Consumer psychology tactics for e-commerce

Consumer psychology is more commonly used in e-commerce than one might think. Many retail brands have incorporated psychological elements into their online presence, but spotting it may take a little help from consumer psychology experts.

Here is a list of some of those consumer psychology tactics for e-commerce sites, as shared by four thought leaders. 

1. Best sellers

Broadcasting best-selling products is more than a quick way of showing consumers how credible your brand is — it’s also an exercise in consumer psychology.

We first learned about this tactic from Sue Moore, founder of Virtual Gold Dust, a marketing psychology consulting agency, when discussing the benefits of social proof.

The best-seller section of your website plays on two consumer psychology principles: simplicity and social proof. The science of simplicity rules on the idea that consumers are hardwired for easy tasks and that complicated processes can overwhelm consumers and influence them to walk away from a brand. Social proof is the idea that individuals determine appropriate behavior for themselves in a situation by examining the behavior of others involved, especially if others involved are similar to the individual(s). A best-seller section encompasses both principles by clearly outlining which products are most often verified and purchased by other customers.

Being able to easily locate the best products a brand has to offer can simplify the decision process for consumers and confirm that they’d be making a smart choice by going with any of the options available, as other customers have repeatedly done in the past. 

2. Reviews and testimonials 

Consumers have pretty strong feelings about reviews and testimonials. So much so, that there’s a set of criteria that they look for when deciding whether or not to trust a review. Much of that criteria comes directly from consumer psychology.

Reviews and testimonials are a form of social proof. And according to Dr. Eric Frazer, top psychologist and Yale professor, trustworthy reviews are how consumers base their decisions in relation to a brand, product or service.
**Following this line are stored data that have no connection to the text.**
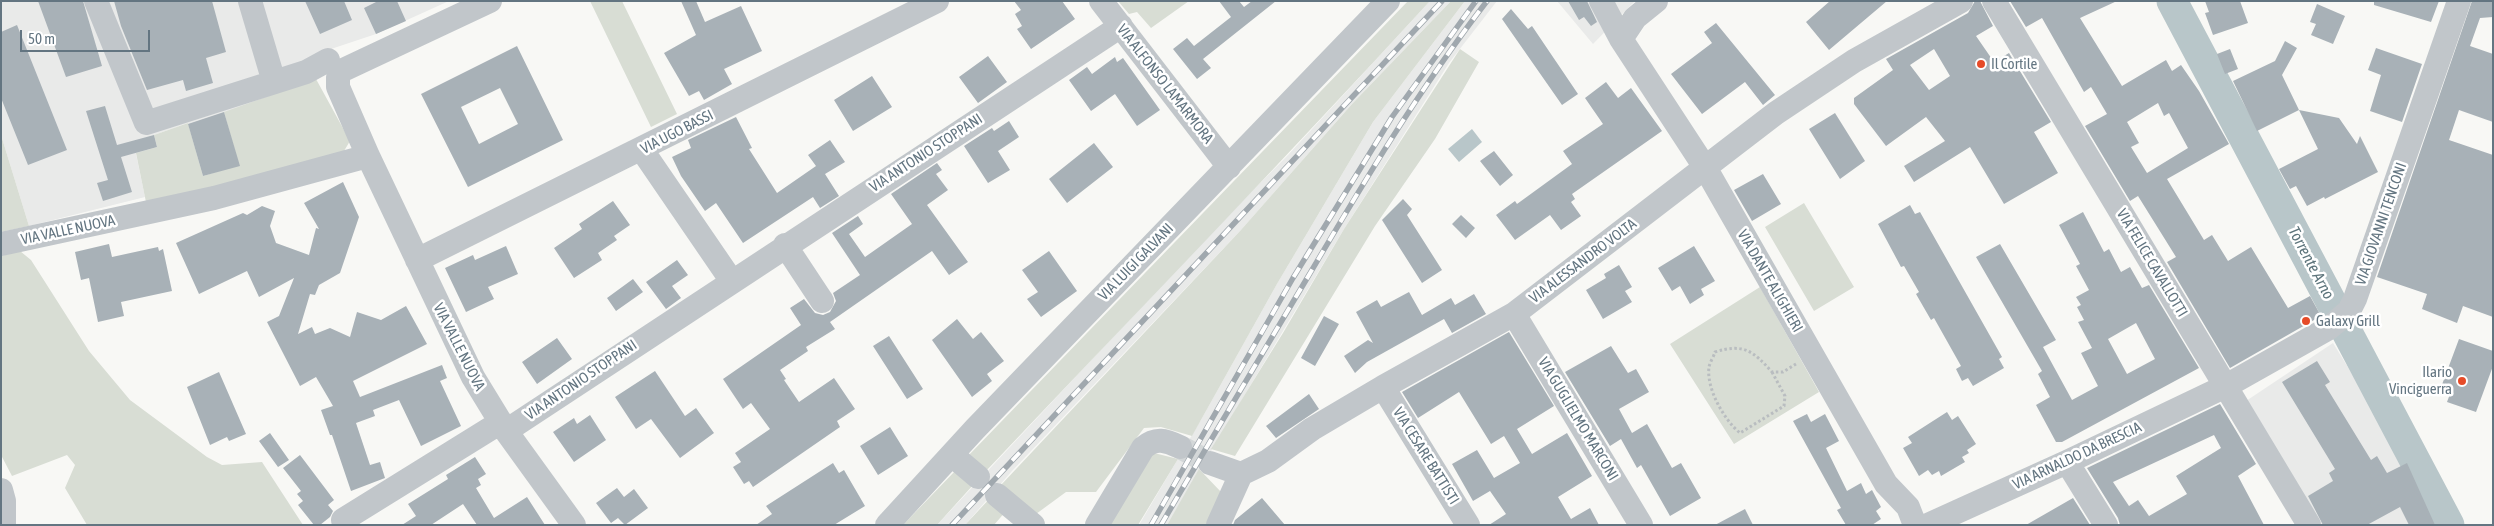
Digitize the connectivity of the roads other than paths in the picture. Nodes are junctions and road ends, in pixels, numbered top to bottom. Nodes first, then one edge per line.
1 (96, 1) edge
2 (250, 1) edge
3 (490, 1) edge
4 (937, 1) edge
5 (1101, 1) edge
6 (1388, 1) edge
7 (1601, 1) edge
8 (1656, 1) edge
9 (1960, 1) edge
10 (1994, 1) edge
11 (2459, 1) edge
12 (1120, 26) junction
13 (1621, 39) junction
14 (334, 66) junction
15 (274, 82) junction
16 (642, 150) junction
17 (368, 156) junction
18 (1229, 166) junction
19 (1706, 168) junction
20 (1, 244) edge
21 (785, 245) junction
22 (417, 260) junction
23 (731, 280) junction
24 (822, 301) dead end
25 (1514, 314) junction
26 (2226, 386) junction
27 (1383, 387) junction
28 (503, 426) junction
29 (1180, 447) tunnel mouth
30 (952, 455) junction
31 (2067, 462) junction
32 (1210, 463) tunnel mouth
33 (1241, 474) junction
34 (978, 477) dead end
35 (1, 490) edge
36 (998, 495) dead end
37 (343, 520) dead end
38 (4, 525) edge
39 (574, 525) edge
40 (887, 525) edge
41 (1033, 525) edge
42 (1097, 525) edge
43 (1218, 525) edge
44 (1468, 525) edge
45 (1641, 525) edge
46 (1915, 525) edge
47 (1928, 525) edge
48 (2106, 525) edge
49 (2309, 525) edge

1 - 15 street
2 - 15 street
3 - 14 street
4 - 16 street, VIA UGO BASSI
5 - 12 street, VIA ALFONSO LAMARMORA
6 - 18 street, VIA LUIGI GALVANI
7 - 13 street, VIA DANTE ALIGHIERI
8 - 13 street
9 - 19 street, VIA ALESSANDRO VOLTA
10 - 26 street, VIA FELICE CAVALLOTTI
11 - 26 street, VIA GIOVANNI TENCONI
12 - 18 street, VIA ALFONSO LAMARMORA
12 - 21 street, VIA ANTONIO STOPPANI
13 - 19 street, VIA DANTE ALIGHIERI
14 - 15 street
14 - 17 street, VIA VALLE NUOVA
16 - 22 street, VIA UGO BASSI
16 - 23 street
17 - 20 street, VIA VALLE NUOVA
17 - 22 street, VIA VALLE NUOVA
18 - 30 street, VIA LUIGI GALVANI
19 - 25 street, VIA ALESSANDRO VOLTA
19 - 46 street, VIA DANTE ALIGHIERI
21 - 23 street, VIA ANTONIO STOPPANI
21 - 24 street
22 - 28 street, VIA VALLE NUOVA
23 - 28 street, VIA ANTONIO STOPPANI
25 - 27 street, VIA ALESSANDRO VOLTA
25 - 45 street, VIA GUGLIELMO MARCONI
26 - 31 street, VIA ARNALDO DA BRESCIA
26 - 49 street, VIA FELICE CAVALLOTTI
27 - 33 street, VIA ALESSANDRO VOLTA
27 - 44 street, VIA CESARE BATTISTI
28 - 37 street, VIA ANTONIO STOPPANI
28 - 39 street, VIA VALLE NUOVA
29 - 42 street
30 - 34 street
30 - 40 street, VIA LUIGI GALVANI
31 - 47 street, VIA ARNALDO DA BRESCIA
31 - 48 street
32 - 33 street
33 - 43 street
35 - 38 street
36 - 41 street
This is because social proof heavily relies on the level of trust a consumer feels toward others. 

When you clearly display reviews, testimonials or any other comments from customers, it gives consumers extra information about the products they’re interested in (easing any uncertainty they might have). It also increases your brand credibility, as consumers can see that you’re confident enough to allow open conversations around your products. 

3. Shopping cart popups

The psychology of social proof can be displayed in many tactics. Shopping cart popups are one of the ways you can leverage it on your website. 

Consumers can spend hours looking for products online. And while those products might be well-displayed on your website or have many great qualities, consumers may still need help finding them or feeling confident about making that purchase. 

Sometimes, taking a look at the products other people have purchased can make the shopping experience easier. If a customer is unsure of an item or doesn’t know what to purchase, a small pop-up at the bottom or top of their screen (that doesn’t interfere with what they’re currently looking at) may lead them to look at items other customers are interested in.

4. Countdown timers

Feelings of scarcity can be huge motivational factors for consumers. Scarcity marketing is the promotion of brand-related materials that are viewed as limited in supply, either due to a real or perceived threat to product availability. 

Being aware that a product or service will only be available for a limited time can give consumers a sense of urgency that promotes fast action. Countdown timers give consumers a real-time snapshot of how much time they have to make a purchase. You could also leverage a visual that counts down the quantity of an item that is available to purchase.

5. Expert endorsements

Consumers have a lot of decisions to make around the products they purchase and having an expert sign-off on a product can make a huge difference in their behavior. 

Andres Lares, co-author of "Persuade" and Managing Partner at Shapiro Negotiations Institute, a negotiation training consulting firm, offered us insight into how brands can build credibility with consumers. His main piece of advice? Rely on experts. 

Online shopping certainly has its benefits, but in-person communication with experts who stand by the brand isn’t one of them. Fortunately, many brands have been able to bridge the gap between consumers and trusted advisors with the use of expert endorsements. 

Some retail brands will showcase positive quotes from experts working in related fields who have reviewed the products. When consumers see experts trust a product, that validation gives them the confidence to do the same.

6. Gamification

Have you ever entered a website and been met with a spinning wheel covered in different incentives? Gained points from engaging with a brand campaign? These are examples of gamification, and they’re rooted in consumer psychology. 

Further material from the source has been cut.